I have said before that my parents made many mistakes with me, all parents do. It’s truly unavoidable. The only thing we can do for our kids is try to learn from the past and not make the same mistakes our parents made. We need to make all new ones. My father was stern and scary and not very involved in my activities. He was, however, overly-involved with the church (and as scary as Daddy seemed, I was jealous of that stupid church!). So I joined in a lot of church activities myself, thinking that maybe he’d find some worth in me. That is a mistake I will not make; if you put religion before your children, you’re doing it wrong.

My mother, a captive of her own miserable upbringing, could not bring herself to be supportive on a day-to-day basis. I can count on one hand the times that I felt she was actually “in my corner”. I think it all goes back to my great-grandfather. He died well before I was born, but by all accounts, he was a vicious, brutal man-at least to my grandmother. My grandmother, in turn, married perhaps unwisely to escape. There weren’t many options for poor women, during the 30’s and 40’s, in rural Oklahoma. Maybe she shouldn’t have married, maybe she wasn’t particularly suited to mothering. Whatever it was, my mother never learned how to be nurturing or supportive.
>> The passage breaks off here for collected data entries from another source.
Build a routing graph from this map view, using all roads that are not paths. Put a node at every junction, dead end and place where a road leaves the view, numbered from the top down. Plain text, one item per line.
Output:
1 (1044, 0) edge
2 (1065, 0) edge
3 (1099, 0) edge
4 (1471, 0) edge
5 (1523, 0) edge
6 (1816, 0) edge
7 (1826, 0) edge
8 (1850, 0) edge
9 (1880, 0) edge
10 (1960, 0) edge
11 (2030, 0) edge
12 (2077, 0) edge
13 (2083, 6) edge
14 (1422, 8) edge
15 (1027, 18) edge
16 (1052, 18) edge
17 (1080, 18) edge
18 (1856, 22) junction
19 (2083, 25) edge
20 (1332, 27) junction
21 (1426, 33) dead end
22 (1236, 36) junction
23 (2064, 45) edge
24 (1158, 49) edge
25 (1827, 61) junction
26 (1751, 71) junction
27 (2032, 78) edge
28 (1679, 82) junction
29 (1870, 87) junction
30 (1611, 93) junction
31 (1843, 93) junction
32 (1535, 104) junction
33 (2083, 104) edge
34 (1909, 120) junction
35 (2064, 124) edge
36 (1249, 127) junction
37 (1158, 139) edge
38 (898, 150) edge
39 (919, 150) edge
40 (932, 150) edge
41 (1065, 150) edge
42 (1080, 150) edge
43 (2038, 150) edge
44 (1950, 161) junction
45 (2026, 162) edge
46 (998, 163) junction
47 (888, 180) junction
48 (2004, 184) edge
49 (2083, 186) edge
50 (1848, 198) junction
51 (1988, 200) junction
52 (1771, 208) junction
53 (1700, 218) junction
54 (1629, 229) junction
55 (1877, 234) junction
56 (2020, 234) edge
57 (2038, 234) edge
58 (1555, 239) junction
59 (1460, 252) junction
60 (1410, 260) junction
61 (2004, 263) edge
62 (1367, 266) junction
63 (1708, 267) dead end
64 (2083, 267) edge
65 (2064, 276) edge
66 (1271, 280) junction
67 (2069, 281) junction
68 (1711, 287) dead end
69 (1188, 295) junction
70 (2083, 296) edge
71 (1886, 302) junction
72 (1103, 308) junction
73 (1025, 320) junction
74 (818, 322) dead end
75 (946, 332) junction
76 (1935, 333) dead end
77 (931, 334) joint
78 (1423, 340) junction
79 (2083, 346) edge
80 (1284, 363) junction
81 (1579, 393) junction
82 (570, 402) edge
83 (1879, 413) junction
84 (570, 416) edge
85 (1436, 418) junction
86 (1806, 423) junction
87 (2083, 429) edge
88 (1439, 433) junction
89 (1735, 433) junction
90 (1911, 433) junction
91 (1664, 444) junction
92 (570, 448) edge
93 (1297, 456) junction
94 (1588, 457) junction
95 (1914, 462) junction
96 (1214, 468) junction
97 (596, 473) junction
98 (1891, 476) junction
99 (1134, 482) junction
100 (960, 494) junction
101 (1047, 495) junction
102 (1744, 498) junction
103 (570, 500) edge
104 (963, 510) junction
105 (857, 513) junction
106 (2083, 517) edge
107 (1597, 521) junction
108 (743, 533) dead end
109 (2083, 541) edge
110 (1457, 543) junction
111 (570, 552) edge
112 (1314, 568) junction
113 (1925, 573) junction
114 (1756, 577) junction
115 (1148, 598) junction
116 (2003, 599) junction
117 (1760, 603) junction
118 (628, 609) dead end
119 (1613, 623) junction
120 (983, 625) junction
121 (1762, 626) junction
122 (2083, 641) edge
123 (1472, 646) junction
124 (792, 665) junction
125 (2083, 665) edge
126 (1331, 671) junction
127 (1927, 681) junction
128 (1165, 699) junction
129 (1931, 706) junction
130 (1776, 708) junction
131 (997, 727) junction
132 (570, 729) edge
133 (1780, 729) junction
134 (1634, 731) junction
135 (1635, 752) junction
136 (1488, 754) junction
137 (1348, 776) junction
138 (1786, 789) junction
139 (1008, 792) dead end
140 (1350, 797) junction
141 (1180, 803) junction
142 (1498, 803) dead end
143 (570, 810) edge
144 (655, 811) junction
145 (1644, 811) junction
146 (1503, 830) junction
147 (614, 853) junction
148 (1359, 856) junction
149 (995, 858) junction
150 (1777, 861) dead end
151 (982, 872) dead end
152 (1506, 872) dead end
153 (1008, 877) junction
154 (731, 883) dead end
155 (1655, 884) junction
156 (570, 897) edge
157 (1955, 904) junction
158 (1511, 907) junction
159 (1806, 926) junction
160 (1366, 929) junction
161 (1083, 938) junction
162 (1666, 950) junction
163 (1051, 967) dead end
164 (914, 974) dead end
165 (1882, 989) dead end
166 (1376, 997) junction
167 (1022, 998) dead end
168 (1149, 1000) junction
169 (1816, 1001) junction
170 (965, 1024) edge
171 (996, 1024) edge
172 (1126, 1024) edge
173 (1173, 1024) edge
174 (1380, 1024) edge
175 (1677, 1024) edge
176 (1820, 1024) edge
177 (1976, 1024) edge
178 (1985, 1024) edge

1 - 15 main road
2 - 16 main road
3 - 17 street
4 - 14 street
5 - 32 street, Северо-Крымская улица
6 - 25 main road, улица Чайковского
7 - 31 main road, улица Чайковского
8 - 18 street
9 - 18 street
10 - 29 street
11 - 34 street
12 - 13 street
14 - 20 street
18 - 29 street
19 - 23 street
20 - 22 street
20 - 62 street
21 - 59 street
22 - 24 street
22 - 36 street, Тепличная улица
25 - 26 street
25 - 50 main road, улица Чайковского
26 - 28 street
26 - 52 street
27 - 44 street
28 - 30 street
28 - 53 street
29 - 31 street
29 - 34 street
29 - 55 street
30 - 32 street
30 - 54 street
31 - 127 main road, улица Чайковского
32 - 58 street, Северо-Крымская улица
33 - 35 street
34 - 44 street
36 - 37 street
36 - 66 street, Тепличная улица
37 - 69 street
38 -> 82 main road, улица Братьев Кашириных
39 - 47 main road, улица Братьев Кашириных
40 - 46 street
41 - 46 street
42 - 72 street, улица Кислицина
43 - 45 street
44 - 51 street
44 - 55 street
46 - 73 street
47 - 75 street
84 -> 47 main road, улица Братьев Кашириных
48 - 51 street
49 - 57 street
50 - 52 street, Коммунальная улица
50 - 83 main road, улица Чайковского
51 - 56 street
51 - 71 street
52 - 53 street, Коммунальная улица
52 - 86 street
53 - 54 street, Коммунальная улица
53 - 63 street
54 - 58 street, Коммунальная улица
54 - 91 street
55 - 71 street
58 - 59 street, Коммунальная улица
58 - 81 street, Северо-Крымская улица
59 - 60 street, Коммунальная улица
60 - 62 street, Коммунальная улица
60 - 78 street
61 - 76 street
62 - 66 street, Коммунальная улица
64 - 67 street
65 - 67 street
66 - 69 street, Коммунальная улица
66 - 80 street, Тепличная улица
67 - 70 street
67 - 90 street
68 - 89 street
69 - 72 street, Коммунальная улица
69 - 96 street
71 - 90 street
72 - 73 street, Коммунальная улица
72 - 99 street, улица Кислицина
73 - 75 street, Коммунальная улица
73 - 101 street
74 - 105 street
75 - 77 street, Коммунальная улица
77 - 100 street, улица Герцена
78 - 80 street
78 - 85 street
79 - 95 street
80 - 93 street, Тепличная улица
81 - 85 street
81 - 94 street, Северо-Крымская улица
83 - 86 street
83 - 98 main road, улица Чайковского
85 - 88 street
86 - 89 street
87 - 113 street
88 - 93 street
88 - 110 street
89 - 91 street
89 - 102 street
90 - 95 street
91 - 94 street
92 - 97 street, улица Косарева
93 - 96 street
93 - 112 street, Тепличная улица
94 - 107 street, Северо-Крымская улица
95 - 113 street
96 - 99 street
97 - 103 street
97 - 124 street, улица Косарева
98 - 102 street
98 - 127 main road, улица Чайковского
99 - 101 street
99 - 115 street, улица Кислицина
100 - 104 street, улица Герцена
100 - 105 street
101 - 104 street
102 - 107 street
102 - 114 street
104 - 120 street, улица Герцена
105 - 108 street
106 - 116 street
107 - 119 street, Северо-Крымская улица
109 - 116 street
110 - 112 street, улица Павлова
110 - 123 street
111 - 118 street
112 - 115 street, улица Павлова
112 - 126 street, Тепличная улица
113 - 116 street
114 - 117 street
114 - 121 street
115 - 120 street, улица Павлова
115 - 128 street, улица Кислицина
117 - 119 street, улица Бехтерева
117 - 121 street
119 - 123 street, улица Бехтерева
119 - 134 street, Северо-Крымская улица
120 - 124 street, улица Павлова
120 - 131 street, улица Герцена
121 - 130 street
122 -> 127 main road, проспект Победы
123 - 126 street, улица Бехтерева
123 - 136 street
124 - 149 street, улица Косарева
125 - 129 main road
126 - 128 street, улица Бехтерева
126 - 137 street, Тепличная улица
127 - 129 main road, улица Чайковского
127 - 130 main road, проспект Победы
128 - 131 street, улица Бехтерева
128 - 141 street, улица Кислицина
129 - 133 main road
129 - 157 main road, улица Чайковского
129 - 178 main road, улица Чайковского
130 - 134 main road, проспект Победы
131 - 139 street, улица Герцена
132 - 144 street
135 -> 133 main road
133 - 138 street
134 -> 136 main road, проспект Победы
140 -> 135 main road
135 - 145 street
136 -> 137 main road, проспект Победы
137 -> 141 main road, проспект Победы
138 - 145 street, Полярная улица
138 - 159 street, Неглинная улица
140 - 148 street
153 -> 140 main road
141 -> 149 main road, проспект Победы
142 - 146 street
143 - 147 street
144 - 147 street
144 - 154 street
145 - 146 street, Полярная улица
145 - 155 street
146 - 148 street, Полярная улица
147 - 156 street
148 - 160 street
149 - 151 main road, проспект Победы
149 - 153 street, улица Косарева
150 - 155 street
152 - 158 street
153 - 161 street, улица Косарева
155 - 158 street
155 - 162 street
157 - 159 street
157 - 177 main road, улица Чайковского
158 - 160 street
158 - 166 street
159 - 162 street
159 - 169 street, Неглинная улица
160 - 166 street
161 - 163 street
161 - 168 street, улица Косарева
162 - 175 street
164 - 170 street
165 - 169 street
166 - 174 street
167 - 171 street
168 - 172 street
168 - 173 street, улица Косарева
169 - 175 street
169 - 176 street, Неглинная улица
After she finished high school, my mother wanted to go on to nursing school but my grandmother wouldn’t hear of it. Gammie didn’t have a very high opinion of nurses; actually, she didn’t have a very high opinion of anyone. At her mother’s insistence, my own mom went through some kind of clerical training, which she hated. When I was younger, there were two possible tracks I wanted to take for my future: writer or doctor. My parents never took my writing seriously, never encouraged that talent. When I wanted to go into journalism, my mother insisted that I take typing class, because I would never be able to support myself as a writer.

So, when I wished to pursue my other main interest, science, and go into medicine, my mother informed me that my high school grades weren’t good enough. I would never get into medical school. Because my high school GPA was only 3.2. The sad thing is, I listened to them, to her. I let them affect my future by believing in their low opinion of me. After years of feeling like a constant source of disappointment to them, I managed to disappoint myself.

I get it now, my grandmother signed up for a life she didn’t want to escape her childhood. Maybe to punish my mother for that life, Gammie thwarted her hopes for the future. My mother, having never been taught how to be a supportive parent, and having never gotten over what Gammie did to her, thwarted my hopes for my future. I do not, for one minute, believe that she did this on purpose. But, since she had never been encouraged in any way, she didn’t know how to encourage me. Perhaps she thought her words would spur me on to do better in school, but they didn’t. I gave up on what I wanted and sort of drifted through my first attempt at college.

Now, here I am, finishing college at nearly 40. I will have achieved my goals by the time my children are old enough to begin exploring their own futures. My mother could not reach beyond the mistakes her mother made and be supportive of me. I will not repeat that mistake, I will not drag this grievous error into yet another generation. My children will have my full support in whatever careers they choose to pursue. Oddly enough, it was having children myself that helped heal some of the dings to my psyche.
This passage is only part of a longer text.